À Amos, plus de 200 personnes se sont rassemblées ce samedi pour les retrouvailles du mouvement Kodiak. L'événement permet de clore une activité de financement réalisée pour la fondation Kodiak, qui supporte le sport étudiant à Amos. Cet après-midi, une vingtaine d'entre elles ont participé à des activités sportives à la Polyvalente La Forêt.

Avec les informations d' Émélie Rivard-Boudreau

Un fort sentiment d'appartenance

Les années passées n'ont pas eu raison de la camaraderie des anciens Kodiak d'Amos.

La plupart ont partagé une passion pour le basket-ball. D'autres se sont illustrés dans le volley-ball, la gymnastique ou le badminton.

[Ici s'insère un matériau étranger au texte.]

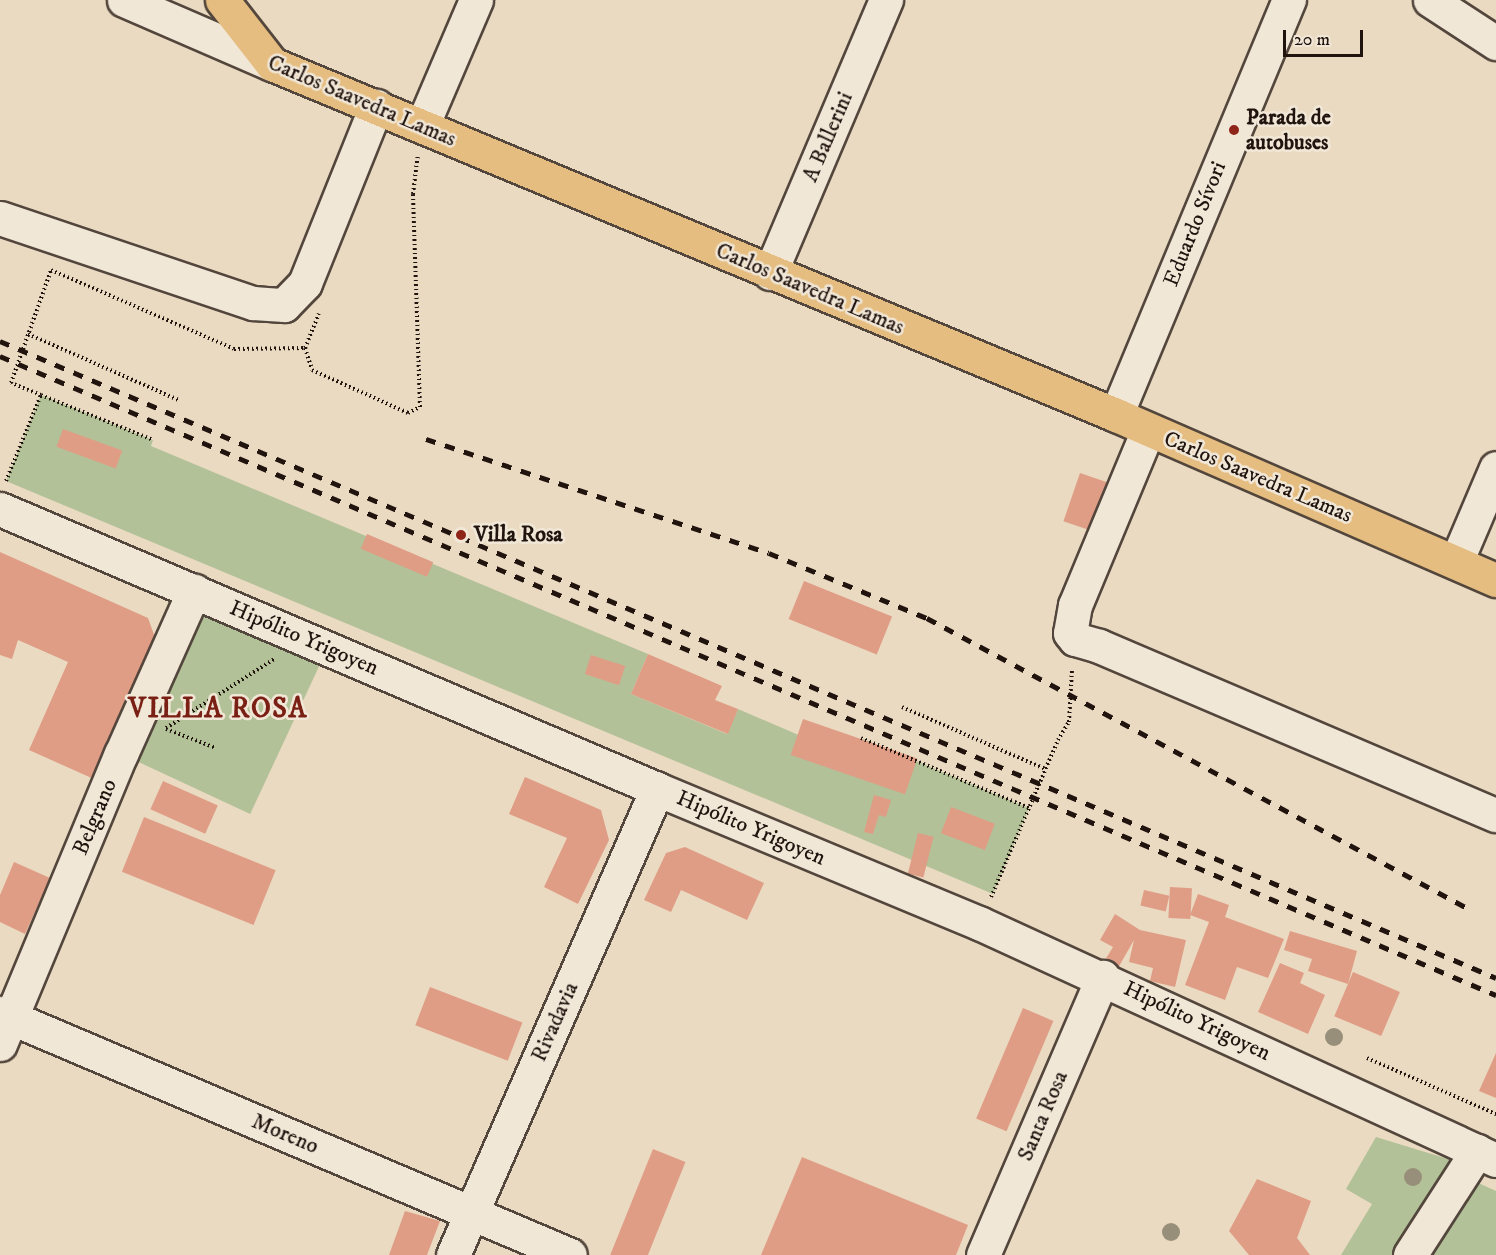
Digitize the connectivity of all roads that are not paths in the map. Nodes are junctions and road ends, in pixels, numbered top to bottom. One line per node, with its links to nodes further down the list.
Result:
1 (124, 0): 8 (street, Carlos Saavedra Lamas)
2 (222, 0): 8 (main road)
3 (476, 0): 10 (street)
4 (886, 0): 12 (street, A Ballerini)
5 (1289, 0): 13 (street, Eduardo Sívori)
6 (1430, 0): 7 (street)
7 (1496, 43)
8 (273, 64): 9 (main road, Carlos Saavedra Lamas)
9 (376, 106): 10 (main road, Carlos Saavedra Lamas); 11 (street)
10 (422, 126): 12 (main road, Carlos Saavedra Lamas)
11 (0, 218)
12 (770, 273): 13 (main road, Carlos Saavedra Lamas)
13 (1116, 415): 14 (main road, Carlos Saavedra Lamas)
14 (1148, 430): 17 (main road, Carlos Saavedra Lamas); 21 (street)
15 (1496, 468): 17 (street)
16 (1, 498): 19 (street, Hipólito Yrigoyen)
17 (1456, 562): 18 (main road, Carlos Saavedra Lamas)
18 (1496, 580)
19 (194, 591): 20 (street, Hipólito Yrigoyen); 23 (street, Belgrano)
20 (657, 789): 22 (street, Hipólito Yrigoyen); 25 (street, Rivadavia)
21 (1496, 815)
22 (1103, 977): 24 (street, Hipólito Yrigoyen); 28 (street, Santa Rosa)
23 (4, 1025): 25 (street, Moreno)
24 (1487, 1156): 29 (street)
25 (471, 1212): 26 (street, Rivadavia); 27 (street, Moreno)
26 (453, 1255)
27 (570, 1255)
28 (983, 1255)
29 (1410, 1255)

Hugues Lafrenière, ancien joueur de basket-ball, gagne maintenant sa vie comme arbitre au base-ball professionnel.

Il reconnaît que le sport étudiant lui a beaucoup apporté dans sa vie.

Caroline Roy est impliquée dans le mouvement Kodiak depuis près de quarante ans.

D'abord comme joueuse, ensuite comme entraîneuse et aujourd'hui comme coordonnatrice.

« Ça m'a vraiment frappé comme quoi les gens qui sont venus à Amos, qui vont aller [s'impliquer de nouveau] aussi. On le voit même dans la province, on revoit nos anciens qui s'impliquent comme entraîneurs dans d'autres programmes extérieurs ».

Un ancien de retour pour les retrouvailles

Parmi ces anciens qui ont fait leur marque, on pense à Jacques Paiement, un des pionniers du mouvement Kodiak qui a ensuite entraîné l'équipe masculine de basket-ball de l'Université Laval pendant 17 ans. Il s'est d'ailleurs déplacé pour l'occasion.

« Chaque fois que je suis entré dans ce gymnase-là, depuis les 17 dernières années, c'est arrivé quand même quelques fois... c'est pas mal spécial, parce que j'y ai quand même passé une grande partie de ma vie », a-t-il fait savoir.

Jacques Paiement a pris sa retraite au printemps dernier.